ACTIVITY: Write out the entries exactly, pictures excluded.

RECORDED DATA:

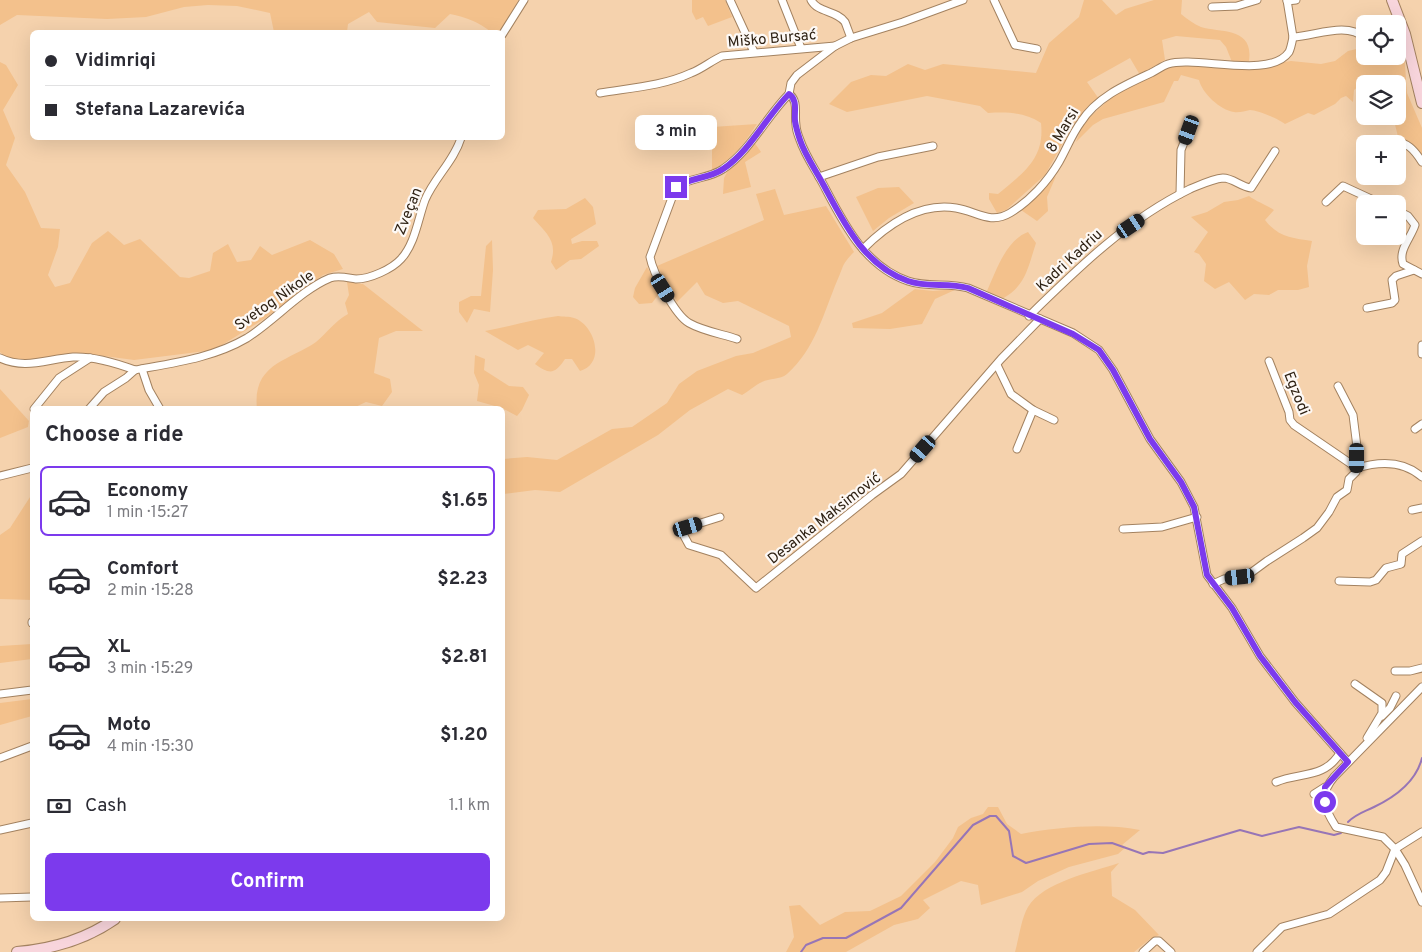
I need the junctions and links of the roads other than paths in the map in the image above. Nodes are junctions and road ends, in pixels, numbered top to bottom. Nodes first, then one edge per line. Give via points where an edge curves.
1 (524, 0) edge
2 (730, 0) edge
3 (782, 0) edge
4 (811, 0) edge
5 (963, 0) edge
6 (994, 0) edge
7 (1258, 0) edge
8 (1296, 0) edge
9 (1392, 0) edge
10 (1287, 1) edge
11 (1212, 8) dead end
12 (1396, 15) edge
13 (505, 30) edge
14 (1356, 33) edge
15 (1293, 37) junction
16 (851, 38) junction
17 (835, 46) junction
18 (801, 48) junction
19 (1037, 49) dead end
20 (1406, 51) edge
21 (754, 52) junction
22 (600, 93) dead end
23 (789, 94) junction
24 (1422, 103) edge
25 (1189, 130) dead end
26 (460, 140) edge
27 (1406, 144) edge
28 (933, 146) dead end
29 (1275, 151) dead end
30 (1422, 162) edge
31 (819, 177) junction
32 (1180, 194) junction
33 (1362, 195) edge
34 (1326, 202) dead end
35 (1406, 215) edge
36 (864, 249) junction
37 (1414, 270) junction
38 (1422, 274) edge
39 (365, 278) joint
40 (1367, 308) dead end
41 (1030, 316) junction
42 (1040, 320) junction
43 (737, 338) dead end
44 (1422, 345) edge
45 (1422, 354) edge
46 (0, 358) edge
47 (90, 358) junction
48 (1269, 361) dead end
49 (997, 365) junction
50 (138, 369) junction
51 (1338, 386) dead end
52 (35, 406) edge
53 (92, 406) edge
54 (158, 406) edge
55 (1033, 410) junction
56 (1054, 420) dead end
57 (1017, 449) dead end
58 (30, 468) edge
59 (1357, 468) junction
60 (0, 476) edge
61 (1422, 477) edge
62 (1422, 508) edge
63 (1412, 510) dead end
64 (720, 517) dead end
65 (1197, 517) junction
66 (1123, 529) dead end
67 (1422, 541) edge
68 (1339, 581) dead end
69 (1213, 584) junction
70 (1422, 668) edge
71 (1396, 671) dead end
72 (1355, 684) dead end
73 (1422, 687) edge
74 (30, 690) edge
75 (0, 694) edge
76 (1396, 696) dead end
77 (1380, 718) junction
78 (30, 747) edge
79 (1360, 749) junction
80 (1340, 754) junction
81 (0, 758) edge
82 (1348, 762) junction
83 (1276, 782) dead end
84 (1325, 787) junction
85 (1314, 794) dead end
86 (30, 823) edge
87 (0, 830) edge
88 (1422, 832) edge
89 (1395, 849) junction
90 (1421, 892) edge
91 (30, 897) edge
92 (0, 898) edge
93 (1422, 902) edge
94 (107, 921) edge
95 (17, 952) edge
96 (1143, 952) edge
97 (1171, 952) edge
98 (1257, 952) edge

1 - 13 street
2 - 21 street
3 - 18 street
4 - 16 street via 817,8 840,18
5 - 16 street
6 - 19 street via 1015,45
7 - 11 street
8 - 10 street
9 - 12 main road
10 - 15 street
14 - 15 street via 1338,29
15 - 36 street, 8 Marsi via 1289,52 1276,61 1238,66 1174,63 1121,86 1093,106 1048,180 1009,214 992,219 958,208 919,210 878,234
16 - 17 street
17 - 18 street, Miško Bursać
17 - 23 street via 797,76 791,83
18 - 21 street, Miško Bursać
20 - 24 main road
21 - 22 street, Miško Bursać via 722,56 668,82
23 - 31 street via 796,107 795,123 802,146
23 - 43 street via 768,116 748,146 722,171 676,187 650,257 663,288 687,322
25 - 32 street via 1182,150
26 - 39 street, Zveçan via 426,198 413,238 401,259
27 - 30 street
28 - 31 street via 878,157
29 - 32 street, Kadri Kadriu via 1251,188 1223,178
31 - 36 street via 853,238
32 - 41 street, Kadri Kadriu via 1115,236 1074,271
33 - 34 street via 1343,186
35 - 37 street via 1415,225 1401,261
36 - 41 street via 881,265 906,280 935,286 960,286
37 - 38 street
37 - 40 street via 1392,280 1395,300 1392,303
39 - 50 street, Svetog Nikole via 328,279 247,338 218,352
41 - 42 street
42 - 49 street, Desanka Maksimović
42 - 65 street via 1099,350 1150,439 1181,482
44 - 45 street
46 - 47 street via 18,364
47 - 50 street
47 - 52 street via 58,378
48 - 59 street, Egzodi via 1294,425
49 - 55 street via 1011,394
49 - 64 street, Desanka Maksimović via 901,474 756,588 721,555 689,545 683,534 688,527
50 - 53 street, Svetog Nikole via 104,392
50 - 54 street
51 - 59 street via 1353,415
55 - 56 street
55 - 57 street
58 - 60 street
59 - 61 street via 1374,462 1390,463 1406,466
59 - 69 street via 1349,479 1347,490 1337,497 1317,528 1252,572
62 - 63 street
65 - 66 street via 1162,527
65 - 69 street via 1204,565
67 - 68 street via 1402,554 1401,564 1386,568 1376,580
69 - 80 street via 1232,608 1260,656
70 - 71 street
72 - 77 street via 1382,703
73 - 79 street
74 - 75 street
76 - 77 street
77 - 79 street
78 - 81 street
79 - 82 street
80 - 82 street
80 - 83 street via 1319,772
82 - 84 street
84 - 85 street
84 - 89 street via 1328,813 1336,827 1383,837
86 - 87 street
88 - 89 street
89 - 90 street
89 - 98 street via 1380,880 1329,914 1282,927
90 - 93 street
91 - 92 street
94 - 95 main road via 74,941
96 - 97 street via 1158,941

YOUR SOLUTION:
I need the junctions and links of the roads other than paths in the map in the image above. Nodes are junctions and road ends, in pixels, numbered top to bottom. Nodes first, then one edge per line. Give via points where an edge curves.
1 (524, 0) edge
2 (730, 0) edge
3 (782, 0) edge
4 (811, 0) edge
5 (963, 0) edge
6 (994, 0) edge
7 (1258, 0) edge
8 (1296, 0) edge
9 (1392, 0) edge
10 (1287, 1) edge
11 (1212, 8) dead end
12 (1396, 15) edge
13 (505, 30) edge
14 (1356, 33) edge
15 (1293, 37) junction
16 (851, 38) junction
17 (835, 46) junction
18 (801, 48) junction
19 (1037, 49) dead end
20 (1406, 51) edge
21 (754, 52) junction
22 (600, 93) dead end
23 (789, 94) junction
24 (1422, 103) edge
25 (1189, 130) dead end
26 (460, 140) edge
27 (1406, 144) edge
28 (933, 146) dead end
29 (1275, 151) dead end
30 (1422, 162) edge
31 (819, 177) junction
32 (1180, 194) junction
33 (1362, 195) edge
34 (1326, 202) dead end
35 (1406, 215) edge
36 (864, 249) junction
37 (1414, 270) junction
38 (1422, 274) edge
39 (365, 278) joint
40 (1367, 308) dead end
41 (1030, 316) junction
42 (1040, 320) junction
43 (737, 338) dead end
44 (1422, 345) edge
45 (1422, 354) edge
46 (0, 358) edge
47 (90, 358) junction
48 (1269, 361) dead end
49 (997, 365) junction
50 (138, 369) junction
51 (1338, 386) dead end
52 (35, 406) edge
53 (92, 406) edge
54 (158, 406) edge
55 (1033, 410) junction
56 (1054, 420) dead end
57 (1017, 449) dead end
58 (30, 468) edge
59 (1357, 468) junction
60 (0, 476) edge
61 (1422, 477) edge
62 (1422, 508) edge
63 (1412, 510) dead end
64 (720, 517) dead end
65 (1197, 517) junction
66 (1123, 529) dead end
67 (1422, 541) edge
68 (1339, 581) dead end
69 (1213, 584) junction
70 (1422, 668) edge
71 (1396, 671) dead end
72 (1355, 684) dead end
73 (1422, 687) edge
74 (30, 690) edge
75 (0, 694) edge
76 (1396, 696) dead end
77 (1380, 718) junction
78 (30, 747) edge
79 (1360, 749) junction
80 (1340, 754) junction
81 (0, 758) edge
82 (1348, 762) junction
83 (1276, 782) dead end
84 (1325, 787) junction
85 (1314, 794) dead end
86 (30, 823) edge
87 (0, 830) edge
88 (1422, 832) edge
89 (1395, 849) junction
90 (1421, 892) edge
91 (30, 897) edge
92 (0, 898) edge
93 (1422, 902) edge
94 (107, 921) edge
95 (17, 952) edge
96 (1143, 952) edge
97 (1171, 952) edge
98 (1257, 952) edge

1 - 13 street
2 - 21 street
3 - 18 street
4 - 16 street via 817,8 840,18
5 - 16 street
6 - 19 street via 1015,45
7 - 11 street
8 - 10 street
9 - 12 main road
10 - 15 street
14 - 15 street via 1338,29
15 - 36 street, 8 Marsi via 1289,52 1276,61 1238,66 1174,63 1121,86 1093,106 1048,180 1009,214 992,219 958,208 919,210 878,234
16 - 17 street
17 - 18 street, Miško Bursać
17 - 23 street via 797,76 791,83
18 - 21 street, Miško Bursać
20 - 24 main road
21 - 22 street, Miško Bursać via 722,56 668,82
23 - 31 street via 796,107 795,123 802,146
23 - 43 street via 768,116 748,146 722,171 676,187 650,257 663,288 687,322
25 - 32 street via 1182,150
26 - 39 street, Zveçan via 426,198 413,238 401,259
27 - 30 street
28 - 31 street via 878,157
29 - 32 street, Kadri Kadriu via 1251,188 1223,178
31 - 36 street via 853,238
32 - 41 street, Kadri Kadriu via 1115,236 1074,271
33 - 34 street via 1343,186
35 - 37 street via 1415,225 1401,261
36 - 41 street via 881,265 906,280 935,286 960,286
37 - 38 street
37 - 40 street via 1392,280 1395,300 1392,303
39 - 50 street, Svetog Nikole via 328,279 247,338 218,352
41 - 42 street
42 - 49 street, Desanka Maksimović
42 - 65 street via 1099,350 1150,439 1181,482
44 - 45 street
46 - 47 street via 18,364
47 - 50 street
47 - 52 street via 58,378
48 - 59 street, Egzodi via 1294,425
49 - 55 street via 1011,394
49 - 64 street, Desanka Maksimović via 901,474 756,588 721,555 689,545 683,534 688,527
50 - 53 street, Svetog Nikole via 104,392
50 - 54 street
51 - 59 street via 1353,415
55 - 56 street
55 - 57 street
58 - 60 street
59 - 61 street via 1374,462 1390,463 1406,466
59 - 69 street via 1349,479 1347,490 1337,497 1317,528 1252,572
62 - 63 street
65 - 66 street via 1162,527
65 - 69 street via 1204,565
67 - 68 street via 1402,554 1401,564 1386,568 1376,580
69 - 80 street via 1232,608 1260,656
70 - 71 street
72 - 77 street via 1382,703
73 - 79 street
74 - 75 street
76 - 77 street
77 - 79 street
78 - 81 street
79 - 82 street
80 - 82 street
80 - 83 street via 1319,772
82 - 84 street
84 - 85 street
84 - 89 street via 1328,813 1336,827 1383,837
86 - 87 street
88 - 89 street
89 - 90 street
89 - 98 street via 1380,880 1329,914 1282,927
90 - 93 street
91 - 92 street
94 - 95 main road via 74,941
96 - 97 street via 1158,941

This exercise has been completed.